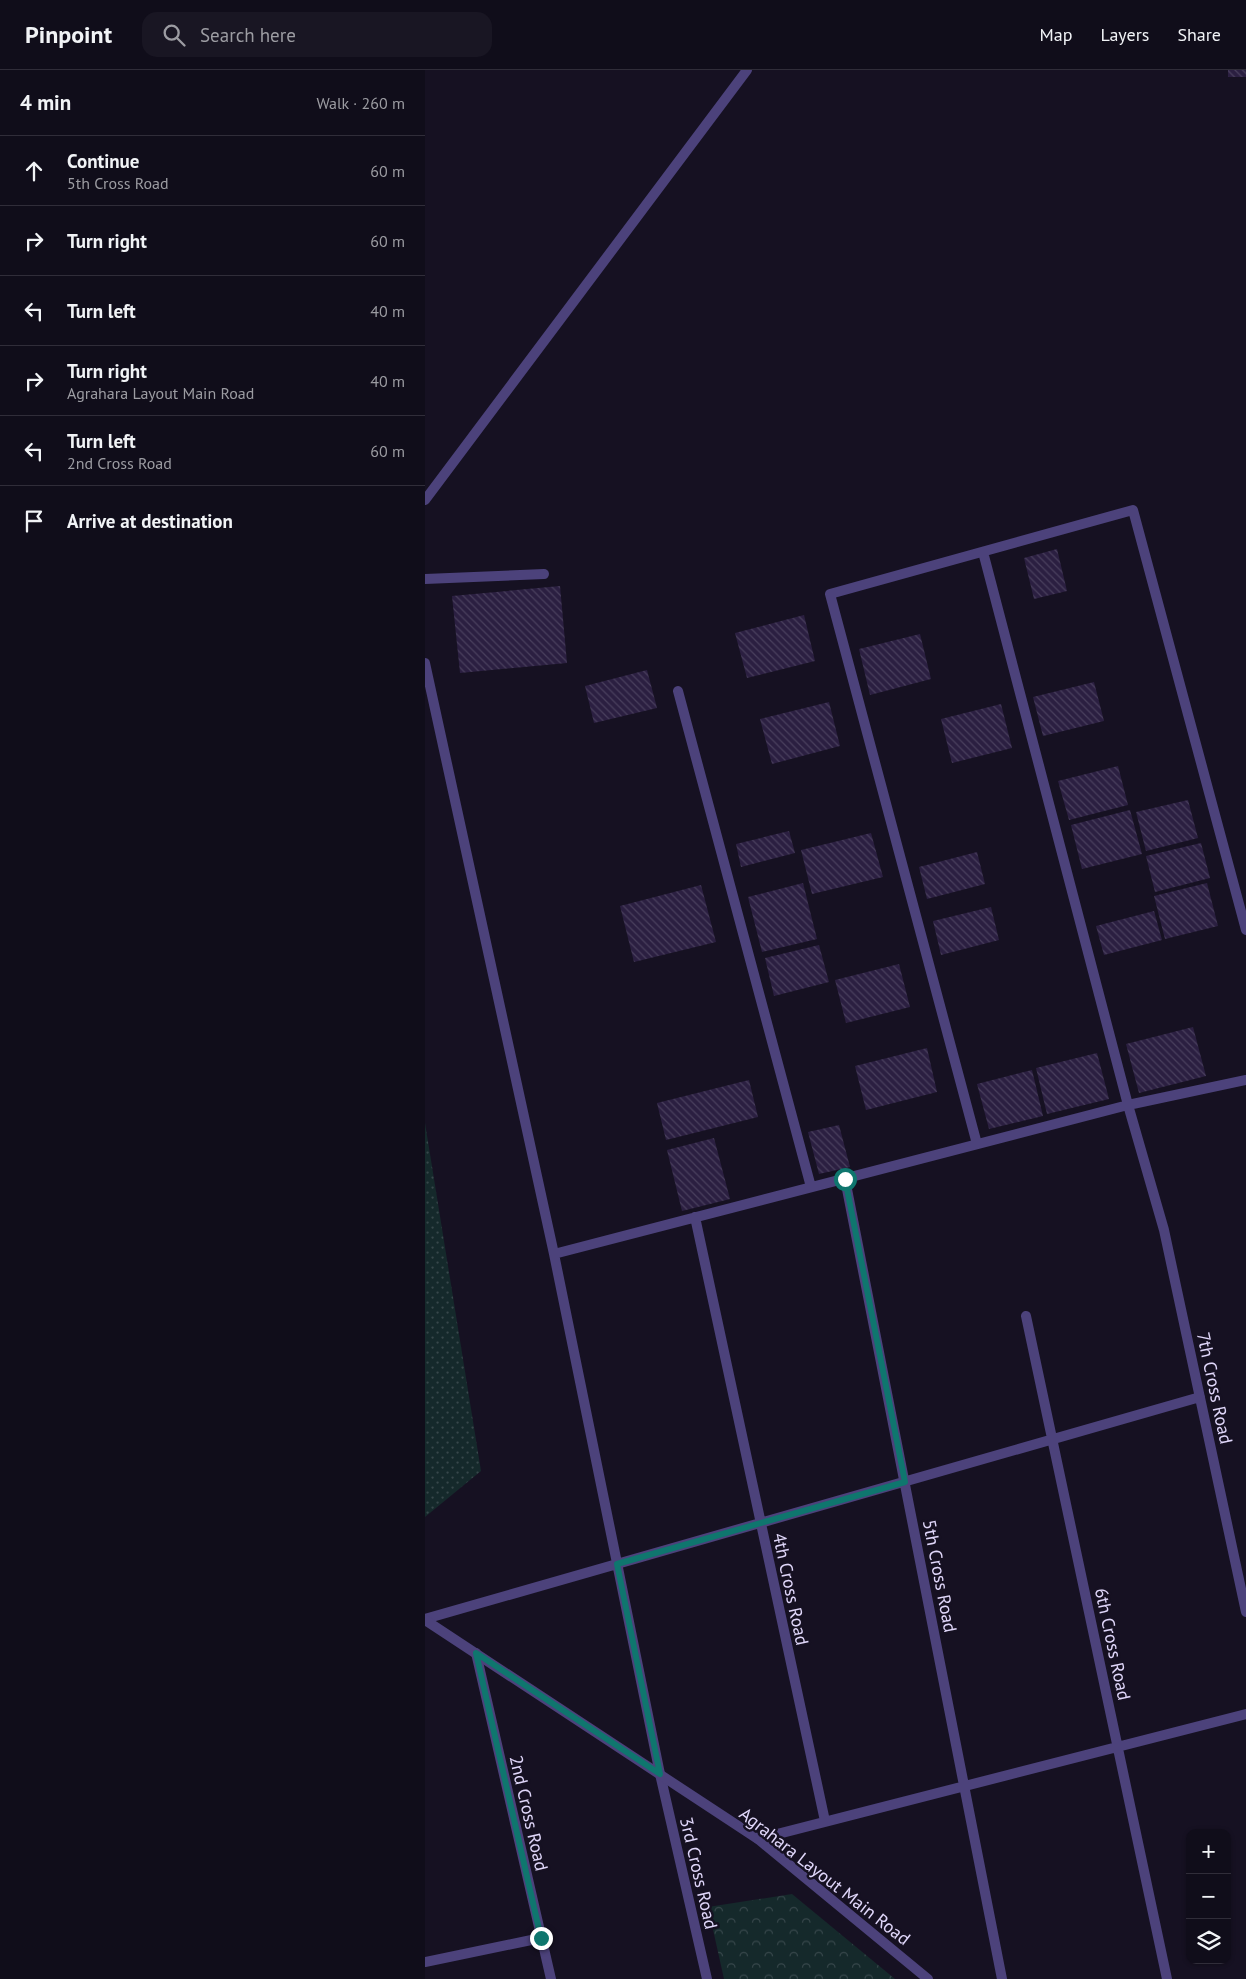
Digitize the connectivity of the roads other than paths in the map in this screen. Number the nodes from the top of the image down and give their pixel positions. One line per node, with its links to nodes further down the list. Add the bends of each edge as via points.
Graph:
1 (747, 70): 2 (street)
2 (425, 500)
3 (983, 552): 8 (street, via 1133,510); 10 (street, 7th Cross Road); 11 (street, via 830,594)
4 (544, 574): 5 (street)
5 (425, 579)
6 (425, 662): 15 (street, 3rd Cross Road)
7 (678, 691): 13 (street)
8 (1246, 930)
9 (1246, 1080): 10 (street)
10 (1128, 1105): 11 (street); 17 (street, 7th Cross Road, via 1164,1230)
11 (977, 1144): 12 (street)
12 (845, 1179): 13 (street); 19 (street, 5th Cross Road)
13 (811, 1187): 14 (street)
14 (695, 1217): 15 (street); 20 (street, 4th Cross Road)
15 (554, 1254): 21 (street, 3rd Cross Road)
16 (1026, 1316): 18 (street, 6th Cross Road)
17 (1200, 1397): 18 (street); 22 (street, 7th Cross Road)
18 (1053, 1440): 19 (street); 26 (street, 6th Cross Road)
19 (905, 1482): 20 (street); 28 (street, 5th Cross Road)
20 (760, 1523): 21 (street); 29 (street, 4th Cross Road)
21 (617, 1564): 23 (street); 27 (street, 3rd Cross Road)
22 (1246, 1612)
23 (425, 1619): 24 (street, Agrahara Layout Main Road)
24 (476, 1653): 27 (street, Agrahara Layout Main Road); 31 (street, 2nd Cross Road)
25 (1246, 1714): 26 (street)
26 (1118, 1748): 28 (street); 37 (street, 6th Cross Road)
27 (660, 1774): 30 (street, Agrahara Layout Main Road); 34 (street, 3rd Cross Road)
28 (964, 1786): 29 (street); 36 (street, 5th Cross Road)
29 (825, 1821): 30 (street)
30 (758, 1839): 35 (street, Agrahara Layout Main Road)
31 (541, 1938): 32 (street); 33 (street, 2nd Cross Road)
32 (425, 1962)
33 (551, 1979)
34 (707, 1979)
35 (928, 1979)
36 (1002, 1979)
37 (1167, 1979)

▸ Exercise brief:
Report how many lines in the material above include "Agrahara", and give no other words.

▸ Written reply:
4